Al Columbia’s Pim & Francie
The concept of a resolution is admirable. Something has ended, and you are resolving to do better. But in practice, when you consider the amount of self improvement promises you have made and then failed, resolutions are an annoying reminder of the inevitable lack of willpower human creatures are designed not to have. (Except for those, like, two people we’ve encountered who resolved to do something major and stick through it, and by September become insufferable.)
So, what to do? Do we use the close of a year to throw our hands up and decide that this arbitrarily designed passage of time is just that (arbitrary) and we all beat on, boats against the current, borne back ceaselessly into the past? Is self-improvement and resolution-making a futile attempt to pacify our fear that we are not becoming decent, actualized people?
Yes!
But also, maybe no?
So, here is a little brain hack: A resolution is a noun. It is a thing that is fixed and finite, an object that can be held and carried, bent and broken. It is borne out of the decision to resolve, which is a verb, something active and actionable. So, get rid of the nouns, and move into those tricky action words: verbs. In other words: make whatever you decide to do in the name of betterment something that is clearly, ya know, evolving.
Like what? you say. What sort of sorcery do you propose?

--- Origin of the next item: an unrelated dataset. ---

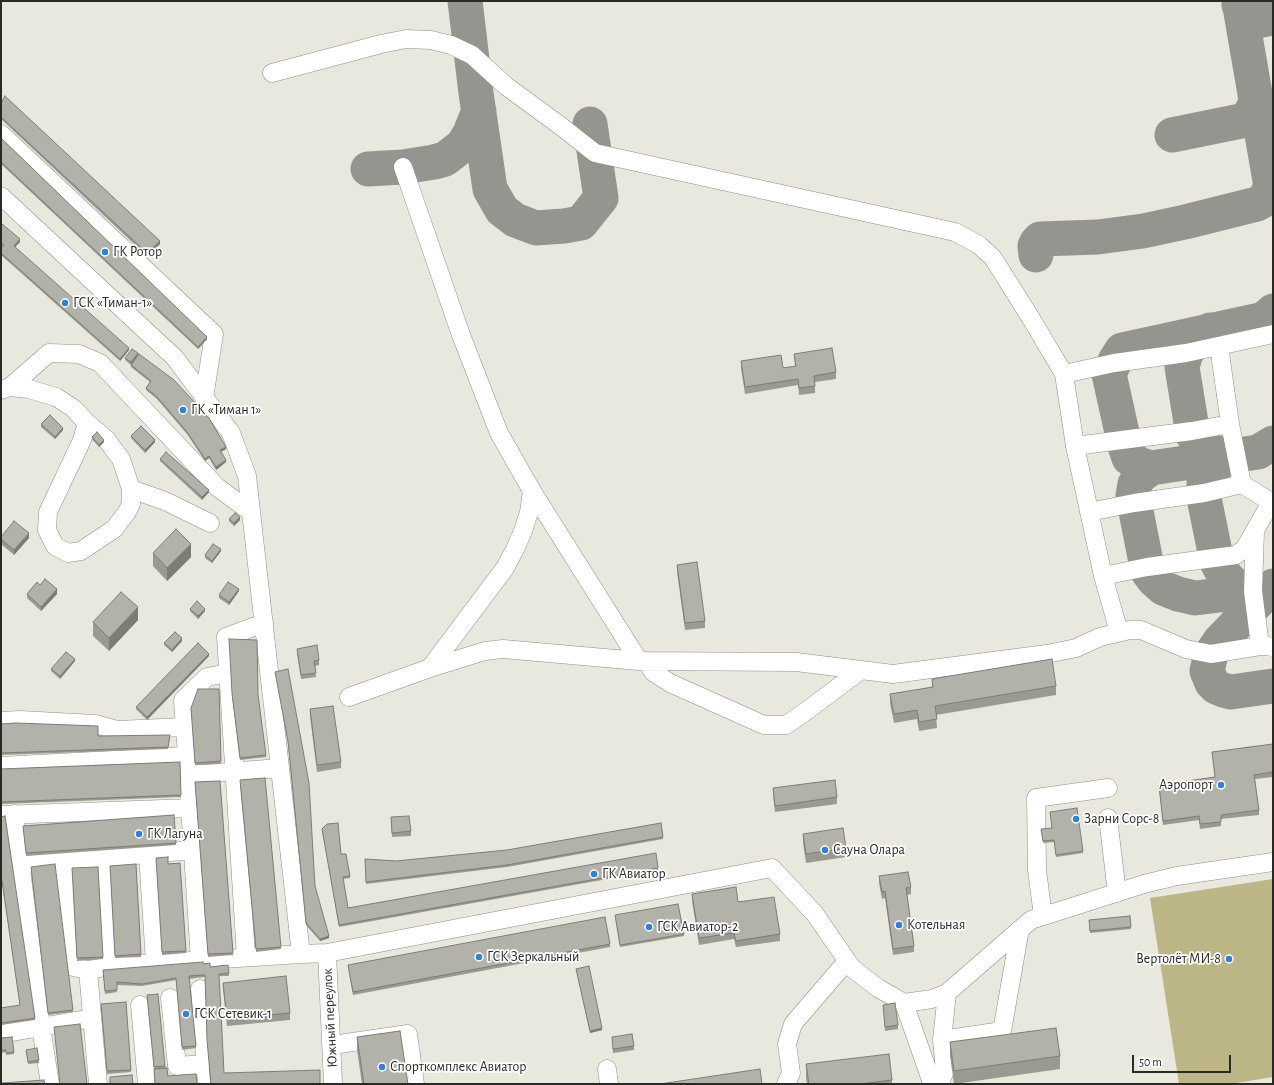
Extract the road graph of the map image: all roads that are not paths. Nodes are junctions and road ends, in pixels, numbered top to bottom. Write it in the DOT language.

Here are some ideas I’ve encountered. Maybe one of these will help you? Maybe not. Whomst is to say?
12 Micro-Resolutions
My bestie Chris Kaye introduced this idea to me, though, full disclosure, it came from their friend David Allen who is an editor at CNN. Instead of making a year-long resolution that will take 365 to achieve, break it into months. And instead of focusing on stuff you won’t do, mix it up between ending habits and starting new ones. Dry January, vegetarian February, 1,000 words a day March, 50 push-ups April, Duolingo May (fucking Duolingo May, it’ll murder me).
This way, you feel 12 moments of accomplishment, and it stops being about a “New Year’s Resolution” and more about “this quirky thing I am doing this month.”
Pick A Single Word Or Concept To Keep In Mind
Instead of an action or a series of activities, focus on a concept. Write this concept on a post it note on a sticky note on your computer. Marker it on your inner wrist. Just keep it around with you and think about it when are falling asleep at night.
Bonus points if it is something meaningless or banal. Screw “grow” or “inspire”, things that don’t have tactile meanings. “Top hat” to remind yourself to be frivolous and over-the-top. “Pickle” because it sounds nice and it is borne out of patience.
Track Your Musical Journey
A few missives ago I noted how I keep a record of my favorite new music of the year, which is a lot to remind yourself of and encourages you to constantly be finding and listening to new things (which is good! Do that!). But usually impactful musical moments come from memories, not from newness.
So, on your platform of choice, create a playlist called, “***2021 Sounds.” The asterisks are important because it’ll float to the top of your musical entries to constantly remind you. Check in every few weeks (set recurring monthly Google Calendar reminders) and throw a new song that has been swimming around on your brain onto it. By the end of the year, you will have captured an very particular sonic adventure.
Stare Into The Void Until One Of You Blinks
This is good, because in my experience, the void almost always blinks first.
Sometimes helpful if void is inexplicably a gaze of raccoons.
Happy New Year’s, you filthy animals.